Chinese firm Lenovo to buy IBM’s server business for $2.3 billion
Chinese computer maker Lenovo said it would pay $2.3 billion in cash and stock for IBM’s server business, a deal that comes nearly a decade after Lenovo bought IBM’s ThinkPad unit that helped the Chinese firm eventually become the largest personal computer manufacturer in the world.
The deal announced Thursday would be one of the biggest Chinese overseas acquisitions and reflects the steadily increasing flow of Chinese outward investments, particularly to the U.S.
With more than $14 billion directed to the American market last year, the U.S. became the largest recipient of Chinese overseas investment in the last decade, according to Derek Scissors, a scholar at the American Enterprise Institute who has been tracking Chinese foreign investments for many years.

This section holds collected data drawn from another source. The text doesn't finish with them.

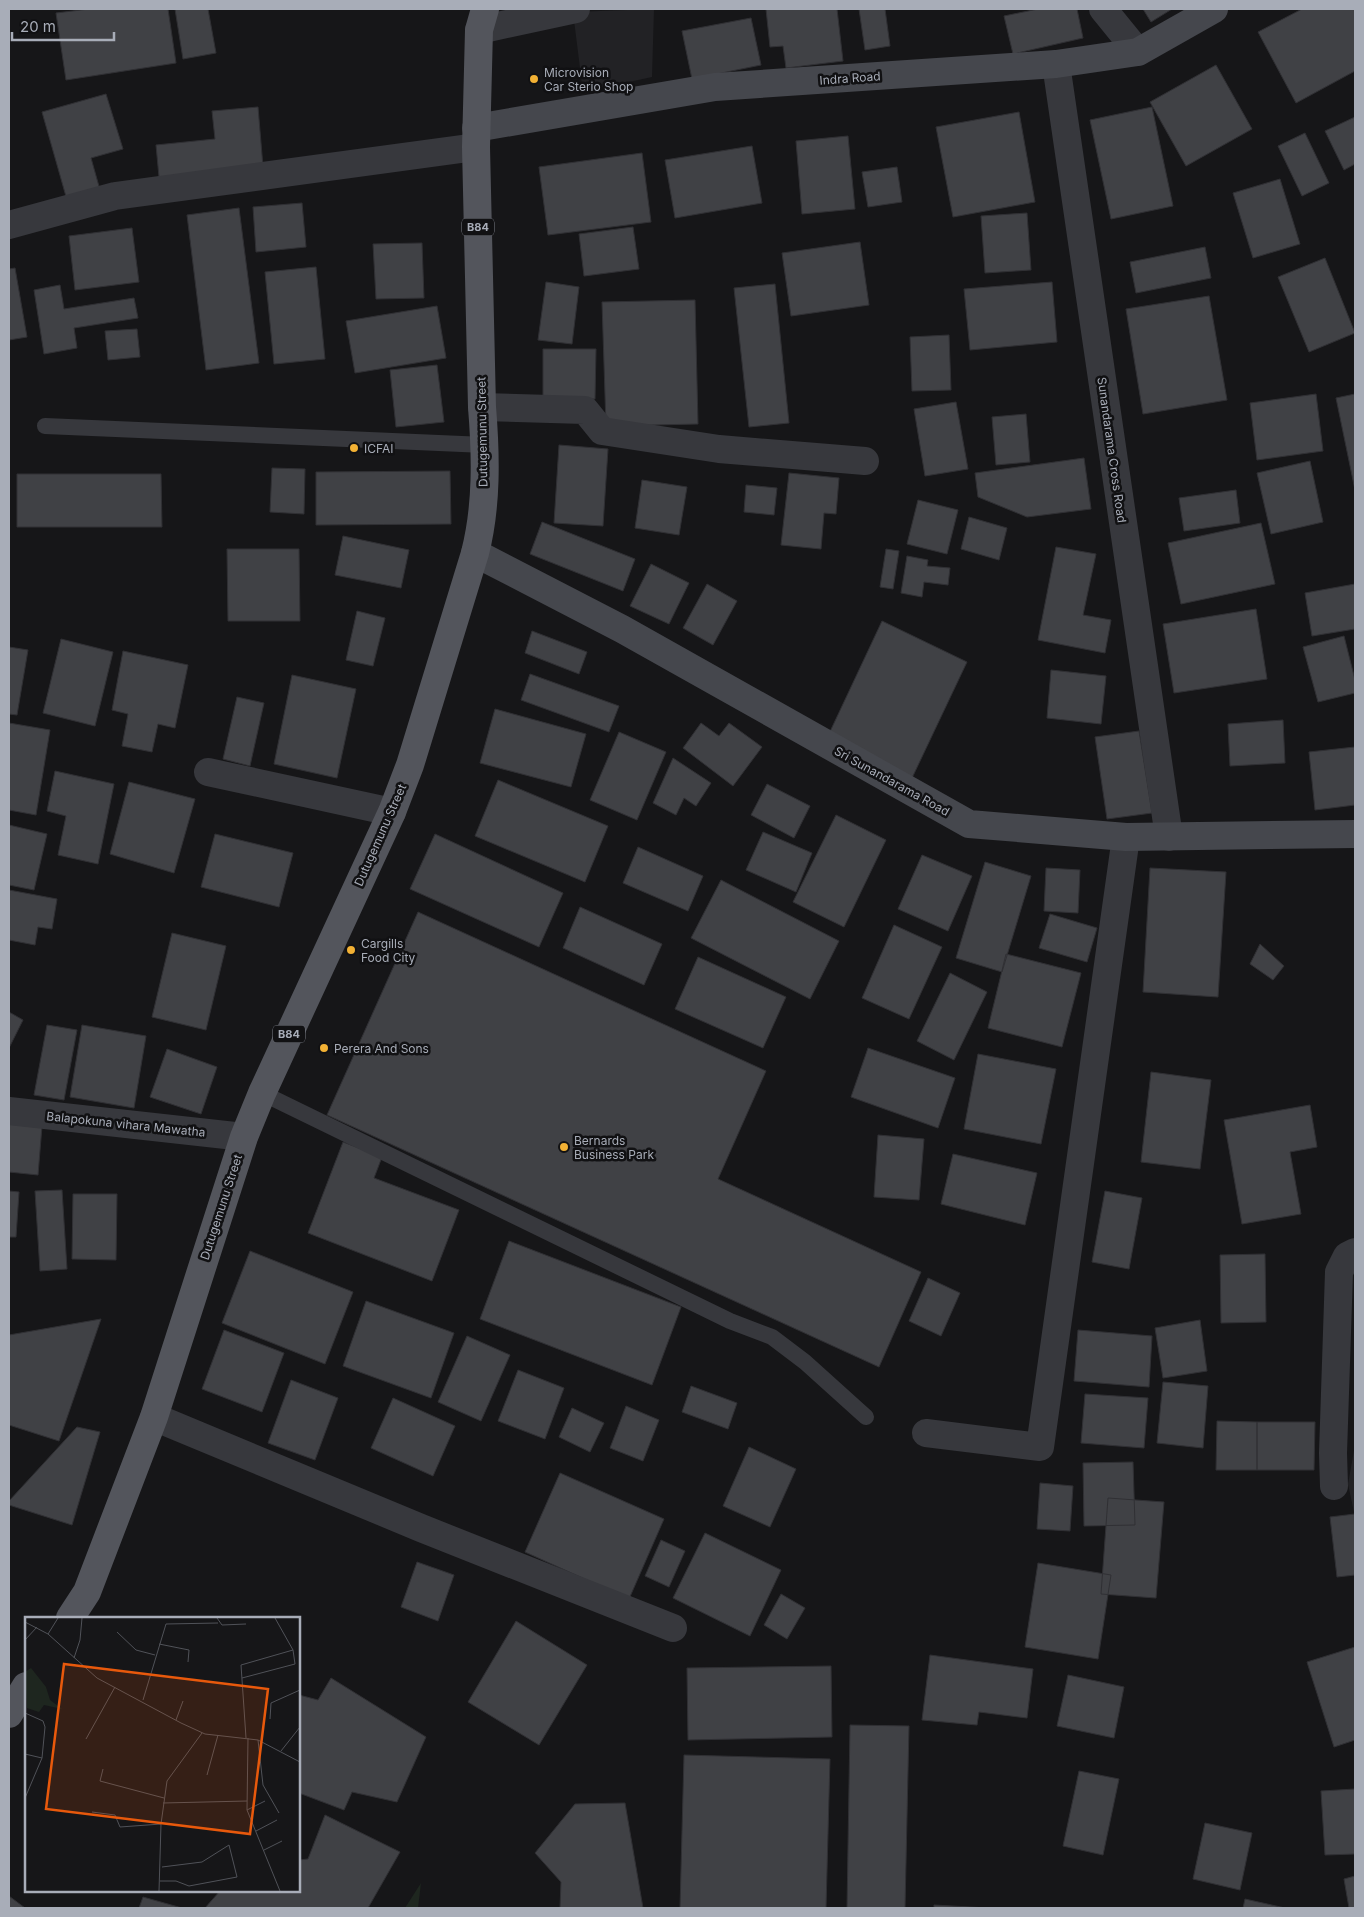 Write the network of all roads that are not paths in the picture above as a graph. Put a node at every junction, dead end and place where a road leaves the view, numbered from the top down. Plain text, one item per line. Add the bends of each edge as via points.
1 (576, 9) edge
2 (1103, 9) edge
3 (1214, 9) edge
4 (482, 19) edge
5 (1138, 52) junction
6 (1056, 64) junction
7 (476, 137) junction
8 (9, 225) edge
9 (482, 407) junction
10 (45, 426) dead end
11 (485, 445) junction
12 (865, 462) dead end
13 (475, 553) junction
14 (208, 772) dead end
15 (392, 812) junction
16 (1355, 834) edge
17 (1126, 837) junction
18 (1169, 837) junction
19 (262, 1093) junction
20 (9, 1111) edge
21 (244, 1137) junction
22 (1355, 1252) edge
23 (154, 1417) junction
24 (866, 1417) dead end
25 (926, 1433) dead end
26 (1334, 1486) dead end
27 (71, 1617) edge
28 (672, 1628) dead end
29 (25, 1688) edge
30 (9, 1714) edge

1 - 4 street
2 - 5 street
3 - 5 street, Indra Road
4 - 7 main road, Dutugemunu Street / B84
5 - 6 street, Indra Road
6 - 7 street, Indra Road via 715,87
6 - 18 street, Sunandarama Cross Road
7 - 8 street via 115,196
7 - 9 main road, Dutugemunu Street / B84
9 - 11 main road, Dutugemunu Street / B84
9 - 12 street via 585,410 602,431 719,449
10 - 11 lane
11 - 13 main road, Dutugemunu Street / B84 via 482,524
13 - 15 main road, Dutugemunu Street / B84 via 410,765
13 - 17 street, Sri Sunandarama Road via 622,629 969,824
14 - 15 street
15 - 19 main road, Dutugemunu Street / B84
16 - 18 street, Sri Sunandarama Road
17 - 18 street, Sri Sunandarama Road
17 - 25 street via 1040,1447
19 - 21 main road, Dutugemunu Street / B84
19 - 24 lane via 721,1317 772,1338 805,1362
20 - 21 street, Balapokuna vihara Mawatha
21 - 23 main road, Dutugemunu Street / B84
22 - 26 street via 1347,1256 1339,1272
23 - 27 main road, Dutugemunu Street / B84 via 87,1592
23 - 28 street
29 - 30 main road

For Lenovo, the agreement to buy IBM’s so-called x86 server operations fulfills its long desire to build up its global market in that line of business.
“With the right strategy, great execution, continued innovation and a clear commitment to the x86 industry, we are confident that we can grow this business successfully for the long-term, just as we have done with our worldwide PC business,” Yang Yuanqing, Lenovo’s chairman and chief executive, said in a statement.
In 2005, Lenovo bought IBM’s personal computer business for $1.75 billion, lifting the then-little known Chinese company into the ranks of the biggest global manufacturers of personal computers. Since then, it has overtaken Dell and Hewlett-Packard to become the biggest personal computer producer.
Lenovo said it would offer employment to abut 7,500 of IBM’s staff in cities including Raleigh, N.C.; Shanghai, Shenzhen and Taipei.
For IBM, the sale of its server business would allow the Armonk, N.Y.-based company to focus on its core mainframe, power systems and other hardware as well as its software products and services.
“This divestiture allows IBM to focus on system and software innovations that bring new kinds of value to strategic areas of our business, such as cognitive computing, Big Data and cloud,” Steven A. Mills, senior vice president at IBM Software and Systems, said in a statement.